If you did, thanks for joining me on this process. I really enjoyed this month, and hopefully it’s gotten me back into writing. Only time will tell. My next project, I think, will be a video I really want to do. I’ll post about it here if I succeed. 

Monday, November 30, 2020

Education Through Games

My kids are big into their tech. 

It’s been fun watching my daughter develop her skills with my phone or iPad, and more recently, the Switch. Practically everything she can do she learned herself through trial and error, with just a little nudge from watching me. She knows the PIN code to access my phone and iPad and can get to the apps she wants and jump between them. 

When Covid hit, I invested in some good art programs and educational apps for her to discover. My favourite is a very colourful and engaging app to teach programming that builds in complexity at a very manageable scale. Ada really loves it. I watched her start by randomly placing the instructions until she got the little critter to its home, and move to understanding the effects of the various commands and place them correctly. As the game goes on, they add new commands she has to experiment with to discover their result. 

We still try to limit their screen time over a week, but some days they spend more time on them than others. At least it’s partially educational. 

EDIT: I had to manually adjust the date so that this post appears as a November Post. The clock on my blog is still set to Ireland time, so it initially showed up as a December 1st entry. It’s still very much November 30th where I am, though.
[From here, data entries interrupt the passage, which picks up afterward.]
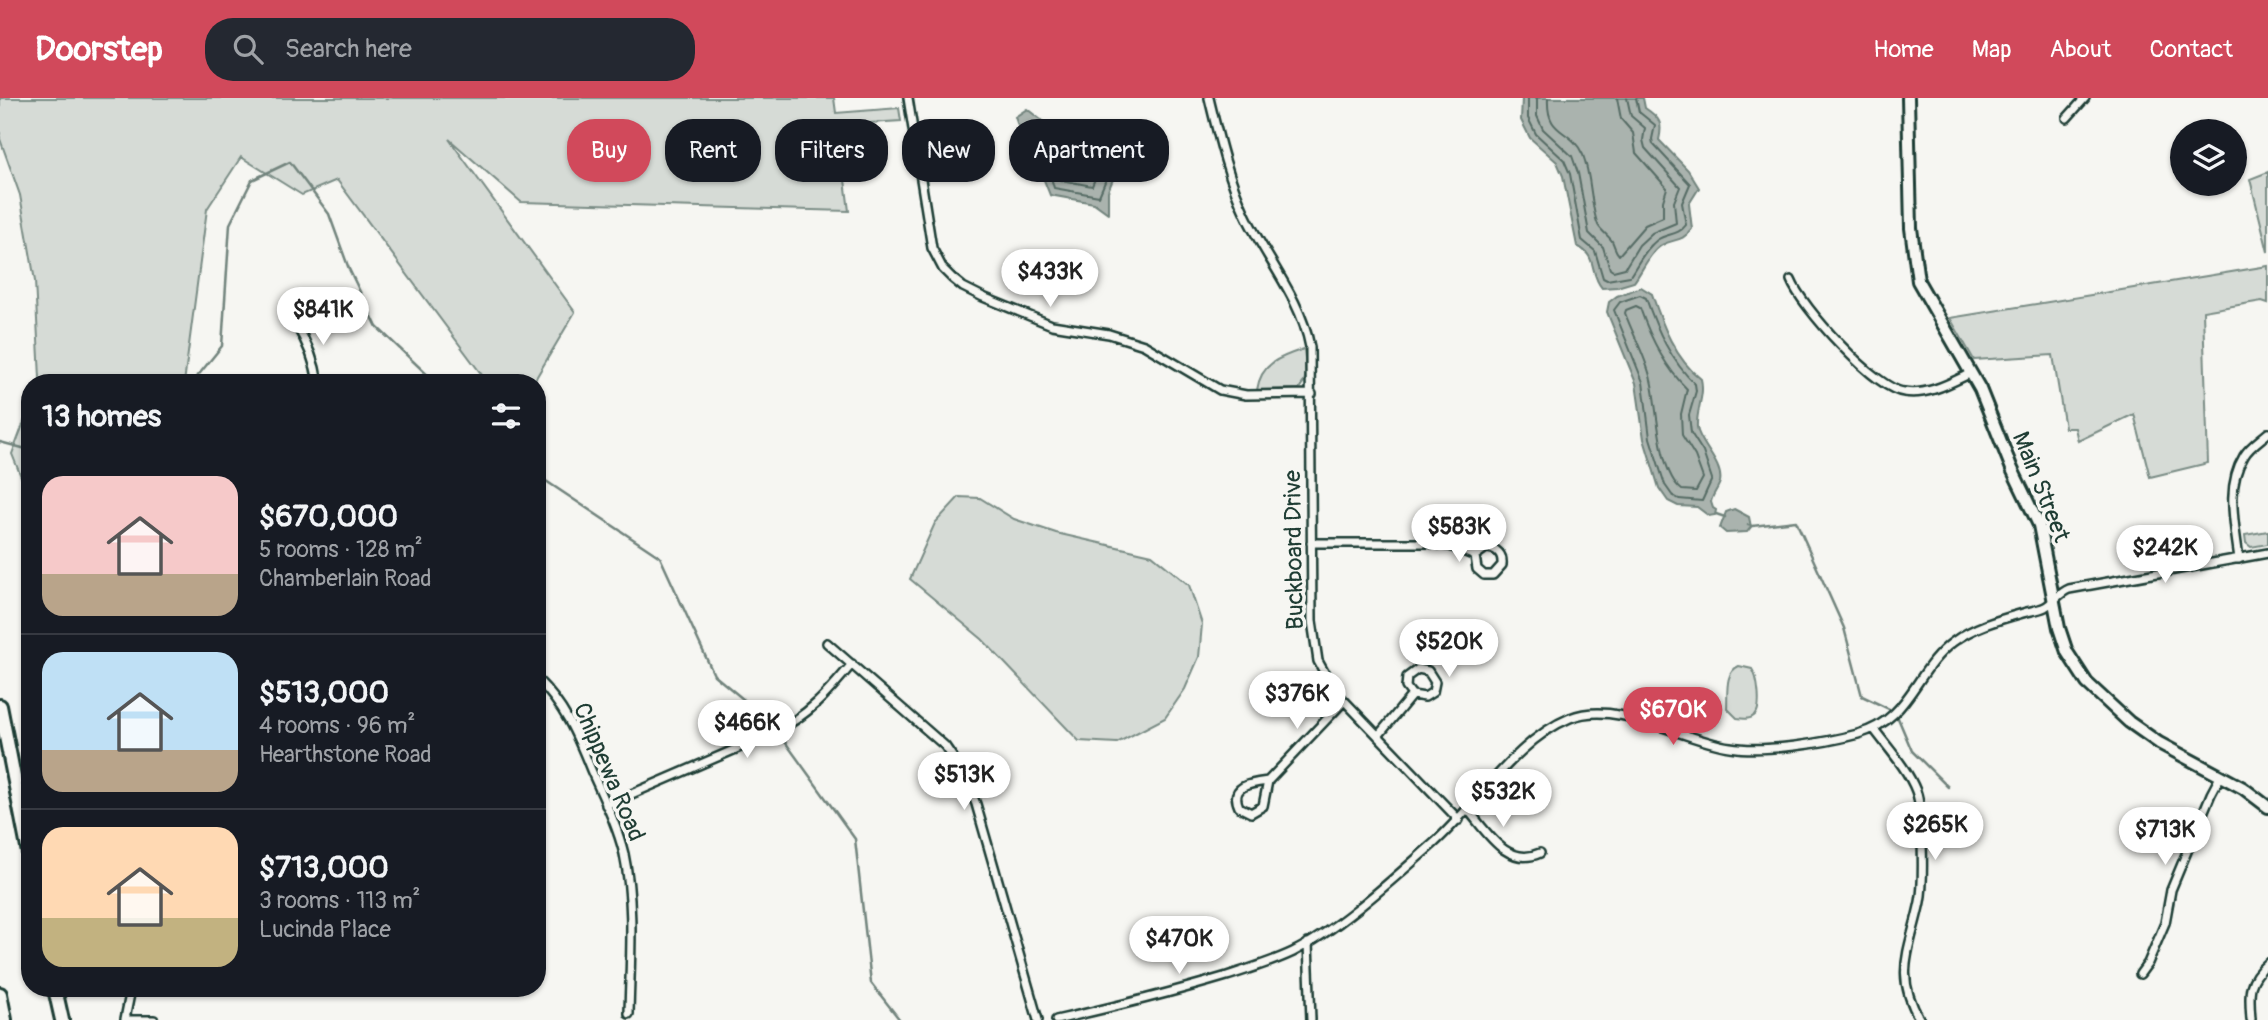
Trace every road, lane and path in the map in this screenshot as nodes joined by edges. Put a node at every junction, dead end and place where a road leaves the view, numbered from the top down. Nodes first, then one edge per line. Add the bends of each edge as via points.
1 (908, 98) edge
2 (1209, 98) edge
3 (1908, 98) edge
4 (2085, 98) edge
5 (2067, 118) dead end
6 (1791, 279) dead end
7 (295, 323) dead end
8 (1971, 373) junction
9 (317, 374) edge
10 (1311, 394) junction
11 (2268, 433) edge
12 (1311, 543) junction
13 (2268, 553) edge
14 (1475, 556) junction
15 (2239, 559) junction
16 (2053, 599) junction
17 (827, 643) dead end
18 (852, 664) junction
19 (546, 688) edge
20 (1412, 695) junction
21 (1344, 701) junction
22 (0, 706) edge
23 (1874, 729) junction
24 (1378, 736) junction
25 (2220, 777) junction
26 (1268, 781) junction
27 (606, 805) junction
28 (2268, 807) edge
29 (1468, 810) junction
30 (21, 812) edge
31 (1459, 820) junction
32 (1540, 853) dead end
33 (1308, 943) junction
34 (2268, 963) edge
35 (2140, 974) dead end
36 (0, 994) edge
37 (57, 997) edge
38 (129, 997) edge
39 (629, 1014) dead end
40 (125, 1019) edge
41 (2251, 1019) edge
42 (5, 1020) edge
43 (62, 1020) edge
44 (154, 1020) edge
45 (1038, 1020) edge
46 (1056, 1020) edge
47 (1311, 1020) edge
48 (1920, 1020) edge

1 - 10 street via 932,248 943,269 963,287 1052,325 1144,345 1220,390 1246,395
2 - 10 street, Buckboard Drive via 1229,177 1307,332
3 - 8 main road, Main Street via 1911,228 1918,281
4 - 5 street
6 - 8 street via 1796,292 1846,349 1888,387 1916,393 1943,387
7 - 9 street
8 - 16 main road, Main Street via 2039,525
10 - 12 street, Buckboard Drive
11 - 15 street via 2245,453 2236,472 2233,499
12 - 14 street via 1420,542 1450,546
12 - 21 street, Buckboard Drive via 1314,646 1327,679
13 - 15 street
14 - 14 street via 1476,569 1484,575 1497,573 1502,565 1495,549 1481,549
15 - 16 street via 2068,589
16 - 23 street via 2045,607 1976,628 1950,644 1895,714
16 - 25 main road, Main Street via 2067,652 2087,683 2129,722
17 - 18 street
18 - 27 street via 814,708 793,722
18 - 45 street via 945,746 963,772
19 - 27 street, Chippewa Road via 572,724
20 - 20 street via 1425,697 1433,692 1435,682 1428,671 1410,673 1406,687
20 - 24 street
21 - 24 street, Buckboard Drive
21 - 26 street
22 - 30 highway
23 - 29 street via 1832,739 1742,749 1700,741 1620,715 1579,716 1521,751
23 - 48 street via 1918,798 1921,897 1904,974
24 - 31 street, Buckboard Drive
25 - 28 main road, Main Street
25 - 35 street via 2171,890 2165,922
26 - 26 street via 1260,809 1251,813 1239,807 1236,798 1243,786
27 - 39 street, Chippewa Road via 628,879
29 - 31 street
29 - 32 street via 1508,853 1526,858
31 - 33 street via 1403,871
33 - 46 street via 1281,957 1194,986
33 - 47 street
34 - 41 street via 2255,975 2250,989
36 - 42 highway
37 - 43 highway
38 - 40 street
40 - 44 street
It also means that all previous posts show up as a day late, but I’m less concerned about that. 

The GIF That Took Some Getting

Spent a lot of today working on some fun creative stuff. 

I did a bunch of photography in the morning, for two main purposes, neither of which I can reveal just now, but both projects are seasonal themed, and very different from each other.
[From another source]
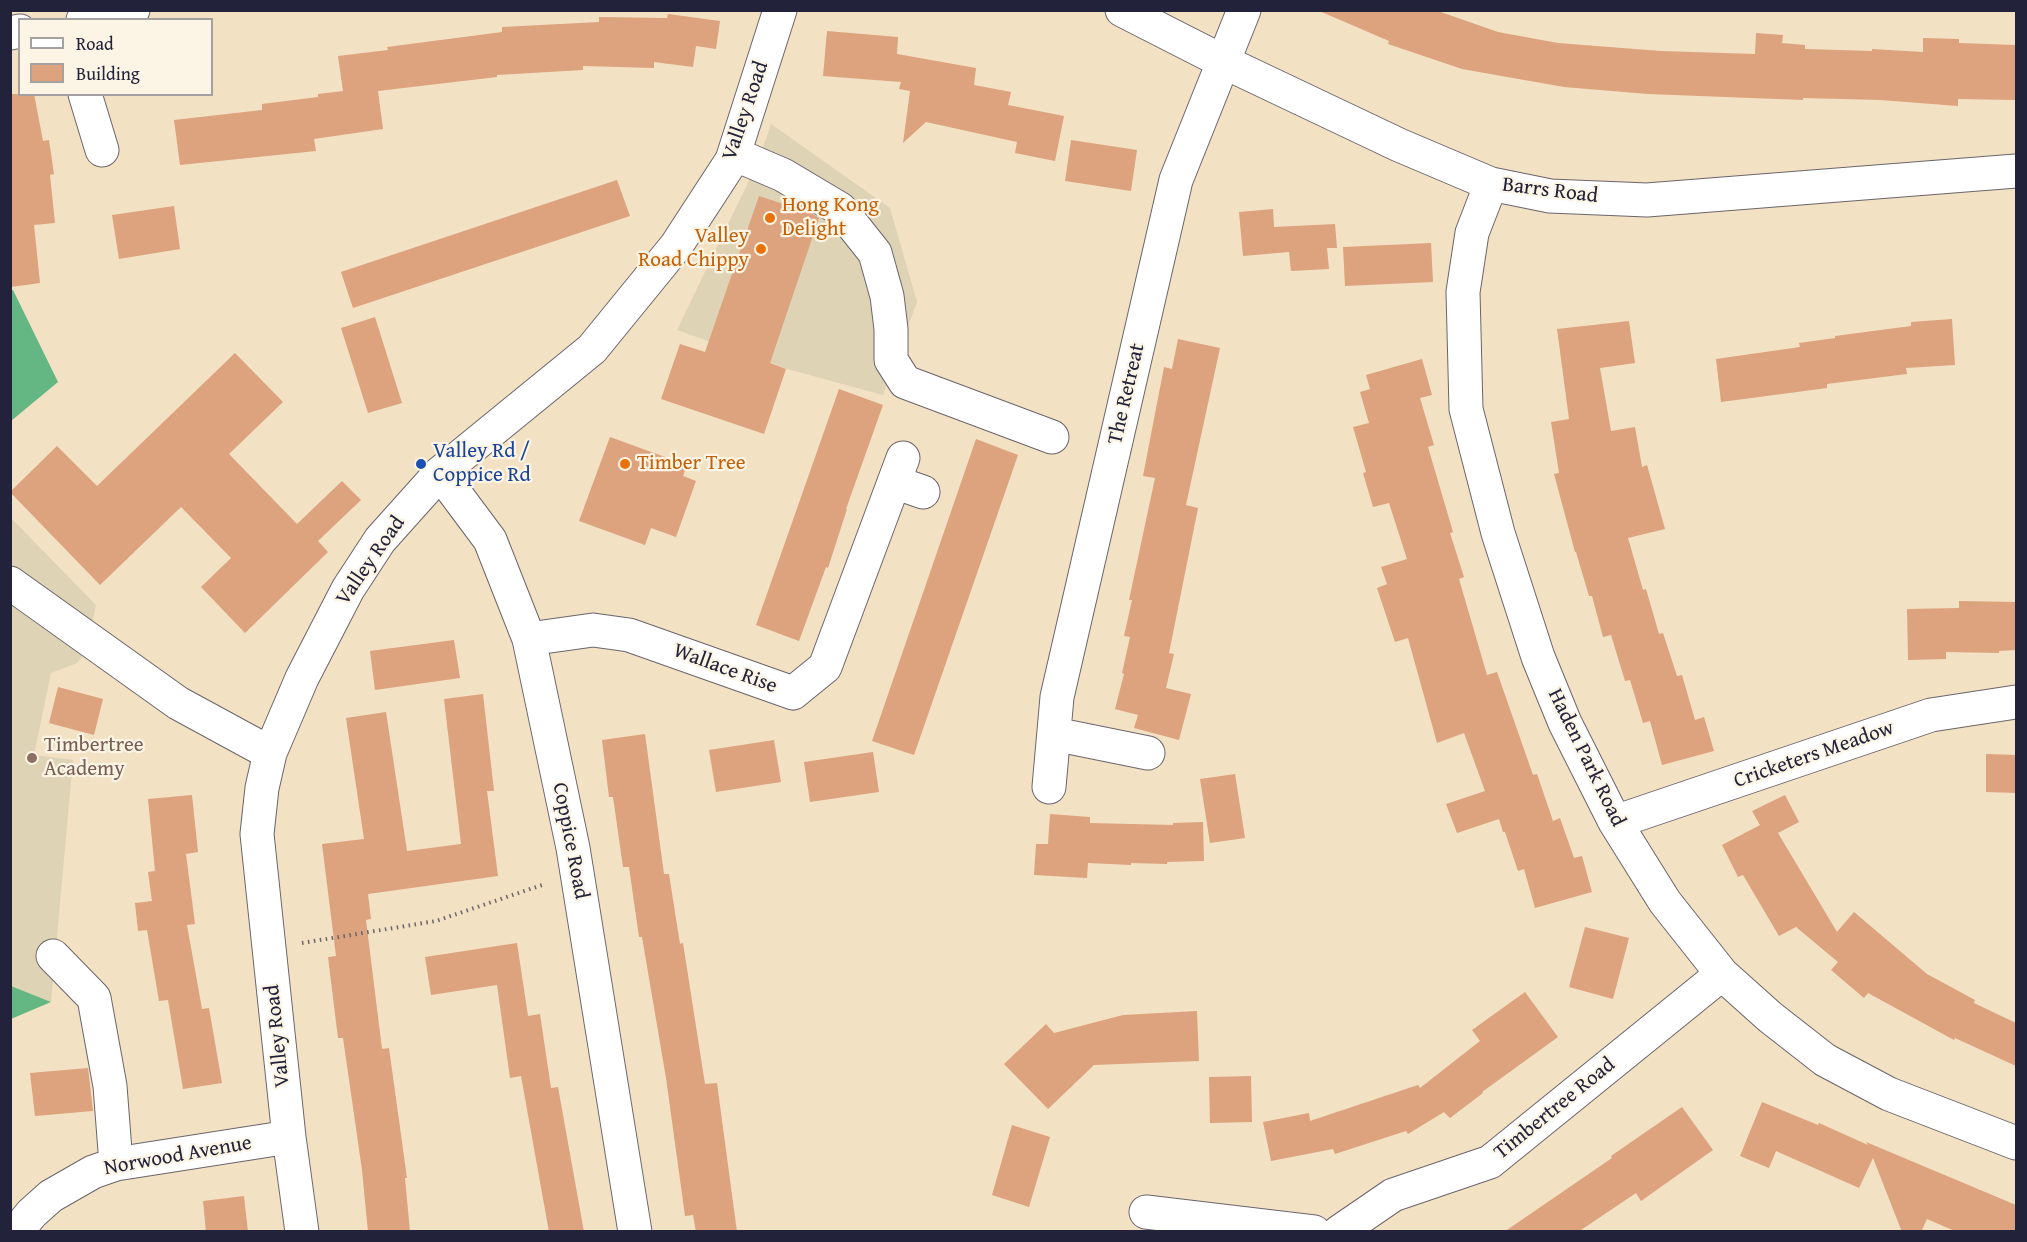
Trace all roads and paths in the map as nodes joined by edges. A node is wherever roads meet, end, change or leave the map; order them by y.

This evening, I did a bunch of fun editing on the second batch of photos I took. I use Procreate on my iPad to do all my drawing, and it works okay as a photo editor. Unfortunately, I actually discovered a bug in Procreate this evening while working. I was trying to make a nice, simple, animated GIF. When I saved it at full resolution, it worked fine, but was far too big to do very much with, including sending via Whatsapp or posting to Twitter...the two platforms I wanted the GIF for. 

In order to back my way around it, I had to save the animation as a 4 second MP4 and send it to my phone. From there, I had to send it by Whatsapp to my wife's phone but instead of sending the video, choose to send it as a GIF and let Whatsapp convert it. Once my wife's phone had it, I send it back to my phone and saved the GIF to my photostream. 

And that's how I created a stupid GIF of a silly gag that no one else will care about, but makes me smile. You might see it on my Twitter feed on Tuesday morning. It might make you smile too. 

Sunday, November 29, 2020

The End Of All Now

There's a lot of talk about what everyone is planning to do once this whole pandemic thing is over. Ignoring the fact that the definition of when that could be is hazy at best, there are a lot of differing ideas, even a variety of plans by individual people related to different aspects of their life. 

For me, I can't wait to travel home to Ireland again and see all my family and friends in person. Skype just doesn't cut it. I've been missing them a lot, especially given that my mum and sister were due to travel to us in May to celebrate my birthday. In fact, the last time we had visitors from home was this very week last year when Claire's parents stayed a while to be here for my son's second birthday. 

Without traveling half a world, I want to go to board game conventions and meetups. I want to hang out in a room full of friends, laughing and chatting and hugging and high-fiving. I want to be surrounded by friends I haven't seen in over a year. I'm not even all that interested in playing games, I just want to spend time with them all together in one place.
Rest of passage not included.